It is not a secret that I am a huge activist for sexual assault awareness. Everyone knows it. I talk about it, I post on Facebook about it…it’s a big part of my life. So of course, when the woman I babysit for read a book about rape, she handed it over to me when I was looking for something to read.
Now I am always very hesitant about reading books with rape in them. Sometimes, I worry that I will have an issue with how the author portrayed the story and the victim. I also worry about my own mental health. When I was in 8th grade, I tried to read a book about rape, and it is the only book I never finished. But, I decided to give this book a chance, and I am very glad I did.
This book was Lucky by Alice Sebold. I jumped right into it and didn’t really read the cover or the back. If I did, I would have found out that this was a memoir. She is the same author that wrote The Lovely Bones. Knowing that this was a memoir about when she was raped, was very eye-opening and I feel a lot of people could benefit from reading the story.
Sebold discusses her story of her rape. She discusses it from the day it happened ( the last day of her freshmen year of college) to the after effects. The reader goes along with Alice through the questioning, the looks from the classmates, and her attempts at trying to “feel normal” again.
This story can be extremely triggering, and frustrating, as you see the difficulty that Alice went through in her attempts to bring her assault to justice. I have always known how difficult the system makes it for survivors to get the justice they deserve, but I have never read in this much detail about the difficulties. The things that she went through…it was heartbreaking. Alice was one of the cases that decided to press charges. It also tells the story of a woman who decides to not press charges.
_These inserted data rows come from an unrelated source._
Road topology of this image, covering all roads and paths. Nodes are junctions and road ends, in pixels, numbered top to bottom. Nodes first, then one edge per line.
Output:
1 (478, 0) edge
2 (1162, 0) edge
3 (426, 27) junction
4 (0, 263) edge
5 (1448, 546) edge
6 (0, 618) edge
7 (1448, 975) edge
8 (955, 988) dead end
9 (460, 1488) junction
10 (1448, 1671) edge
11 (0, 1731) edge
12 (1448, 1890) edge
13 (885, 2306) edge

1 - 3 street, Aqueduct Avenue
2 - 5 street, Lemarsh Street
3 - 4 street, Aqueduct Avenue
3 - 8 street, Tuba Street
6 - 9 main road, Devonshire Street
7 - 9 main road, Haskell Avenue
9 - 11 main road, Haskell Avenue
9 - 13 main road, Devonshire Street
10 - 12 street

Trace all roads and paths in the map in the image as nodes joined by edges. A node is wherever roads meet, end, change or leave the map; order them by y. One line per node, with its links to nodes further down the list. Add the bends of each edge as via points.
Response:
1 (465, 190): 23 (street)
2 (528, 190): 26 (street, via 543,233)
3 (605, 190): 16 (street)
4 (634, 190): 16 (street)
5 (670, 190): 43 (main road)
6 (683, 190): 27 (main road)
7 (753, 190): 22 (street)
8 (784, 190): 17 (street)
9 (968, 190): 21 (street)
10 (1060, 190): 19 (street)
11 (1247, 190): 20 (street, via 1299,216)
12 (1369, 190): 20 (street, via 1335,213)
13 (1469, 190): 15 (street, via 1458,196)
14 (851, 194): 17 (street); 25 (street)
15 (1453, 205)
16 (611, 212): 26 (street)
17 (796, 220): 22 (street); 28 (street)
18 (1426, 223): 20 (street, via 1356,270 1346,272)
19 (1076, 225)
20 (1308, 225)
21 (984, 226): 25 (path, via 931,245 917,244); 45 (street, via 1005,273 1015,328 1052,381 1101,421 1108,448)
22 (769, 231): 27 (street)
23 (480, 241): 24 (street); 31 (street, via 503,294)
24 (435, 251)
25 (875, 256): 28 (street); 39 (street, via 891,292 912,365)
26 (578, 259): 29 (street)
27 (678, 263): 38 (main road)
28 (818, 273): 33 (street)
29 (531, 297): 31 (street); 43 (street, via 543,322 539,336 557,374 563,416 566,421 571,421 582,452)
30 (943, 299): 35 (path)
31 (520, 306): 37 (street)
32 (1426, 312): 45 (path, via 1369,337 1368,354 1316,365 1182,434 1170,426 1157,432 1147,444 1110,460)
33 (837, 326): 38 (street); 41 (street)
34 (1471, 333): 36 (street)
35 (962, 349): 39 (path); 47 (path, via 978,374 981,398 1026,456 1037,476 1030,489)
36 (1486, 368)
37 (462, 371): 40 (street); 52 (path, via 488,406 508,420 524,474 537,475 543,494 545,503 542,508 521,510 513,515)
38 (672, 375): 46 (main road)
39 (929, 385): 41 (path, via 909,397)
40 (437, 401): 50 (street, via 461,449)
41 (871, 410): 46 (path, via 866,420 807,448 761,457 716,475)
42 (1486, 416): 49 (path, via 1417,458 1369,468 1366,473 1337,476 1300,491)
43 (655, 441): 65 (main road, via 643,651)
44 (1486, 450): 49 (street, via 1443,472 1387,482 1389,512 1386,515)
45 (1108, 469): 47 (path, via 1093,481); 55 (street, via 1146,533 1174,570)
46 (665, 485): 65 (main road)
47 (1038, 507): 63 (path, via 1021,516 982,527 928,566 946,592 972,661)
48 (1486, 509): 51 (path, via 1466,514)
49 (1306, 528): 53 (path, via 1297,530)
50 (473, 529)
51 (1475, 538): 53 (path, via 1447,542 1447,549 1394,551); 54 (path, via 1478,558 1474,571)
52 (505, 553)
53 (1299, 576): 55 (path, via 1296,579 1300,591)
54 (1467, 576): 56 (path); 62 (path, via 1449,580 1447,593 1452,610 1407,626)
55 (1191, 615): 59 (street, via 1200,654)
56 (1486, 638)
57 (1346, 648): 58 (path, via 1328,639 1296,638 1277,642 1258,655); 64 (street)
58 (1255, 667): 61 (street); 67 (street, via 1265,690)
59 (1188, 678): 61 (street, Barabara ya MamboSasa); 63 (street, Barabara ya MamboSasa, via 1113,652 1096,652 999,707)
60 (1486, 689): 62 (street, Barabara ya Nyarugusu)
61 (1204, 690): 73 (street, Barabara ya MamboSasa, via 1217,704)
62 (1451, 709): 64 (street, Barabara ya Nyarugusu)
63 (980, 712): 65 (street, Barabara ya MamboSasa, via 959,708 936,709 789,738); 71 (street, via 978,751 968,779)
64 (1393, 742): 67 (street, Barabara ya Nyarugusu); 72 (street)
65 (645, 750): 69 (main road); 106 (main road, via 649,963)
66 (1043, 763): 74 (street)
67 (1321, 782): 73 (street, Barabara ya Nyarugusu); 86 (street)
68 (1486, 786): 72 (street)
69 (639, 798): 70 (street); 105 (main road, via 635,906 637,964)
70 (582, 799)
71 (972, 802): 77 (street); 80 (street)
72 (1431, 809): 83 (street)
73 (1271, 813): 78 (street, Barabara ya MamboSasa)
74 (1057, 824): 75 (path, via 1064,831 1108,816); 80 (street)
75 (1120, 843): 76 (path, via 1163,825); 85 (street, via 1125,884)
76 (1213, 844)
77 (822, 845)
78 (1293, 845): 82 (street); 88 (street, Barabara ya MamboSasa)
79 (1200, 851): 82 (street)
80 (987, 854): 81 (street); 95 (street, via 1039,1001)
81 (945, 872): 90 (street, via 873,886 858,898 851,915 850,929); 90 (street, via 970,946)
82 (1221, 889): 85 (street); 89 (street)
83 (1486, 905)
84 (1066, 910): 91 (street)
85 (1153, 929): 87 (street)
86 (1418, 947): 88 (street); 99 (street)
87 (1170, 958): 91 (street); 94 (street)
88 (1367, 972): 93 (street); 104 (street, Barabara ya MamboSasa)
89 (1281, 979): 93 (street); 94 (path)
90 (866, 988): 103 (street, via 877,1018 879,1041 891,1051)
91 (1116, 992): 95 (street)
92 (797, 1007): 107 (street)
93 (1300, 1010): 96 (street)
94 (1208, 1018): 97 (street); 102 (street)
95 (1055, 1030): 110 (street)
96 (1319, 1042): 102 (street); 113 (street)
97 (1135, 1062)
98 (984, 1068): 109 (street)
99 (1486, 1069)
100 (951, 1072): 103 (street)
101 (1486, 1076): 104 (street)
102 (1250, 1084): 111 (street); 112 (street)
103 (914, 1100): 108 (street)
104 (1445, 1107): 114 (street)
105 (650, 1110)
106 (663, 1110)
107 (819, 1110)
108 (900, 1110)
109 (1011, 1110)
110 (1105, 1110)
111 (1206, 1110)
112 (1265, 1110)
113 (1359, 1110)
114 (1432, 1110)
It leaves us with the message that what happens after the rape needs to be completely up to the victim. They have had control taken away from them, so you need to give them control back. Let the victim decide what they want to do. Give them that voice.
After reading this story, I thought about how many people this story could benefit. It would open up so many eyes to so many aspects of handling rape. It answers the question “why do victims not report?” It answers the question of “what is it like to go through the process?” It demonstrates what it is like to be raped and all the after affects. It really shows that it is not something someone should “just get over.” It shows that people handle rape in many different ways. It also shows that those who have experienced assault are not alone.
I praise Alice Sebold for bringing her story to print. Many of us struggle with telling the details of our assaults, and here she is bringing her story into a book. It is extremely empowering to know that she Sebold had the courage to do that, that she did not let this stop her from becoming successful. Instead, she used it to fuel her success. Of course, some survivors do not wish to tell their stories, let alone in that manner, but if you do wish to tell your story, AVFTI gives a ground to do just that. And many of us that have told our story, understand the powerful effect that it has.
As I stated before, this book has many amazing messages, many many things that anyone could take away. But I think the most important is to note that what happens after the assault needs to be left up to the victim. It is their decision and it is important we give that to them.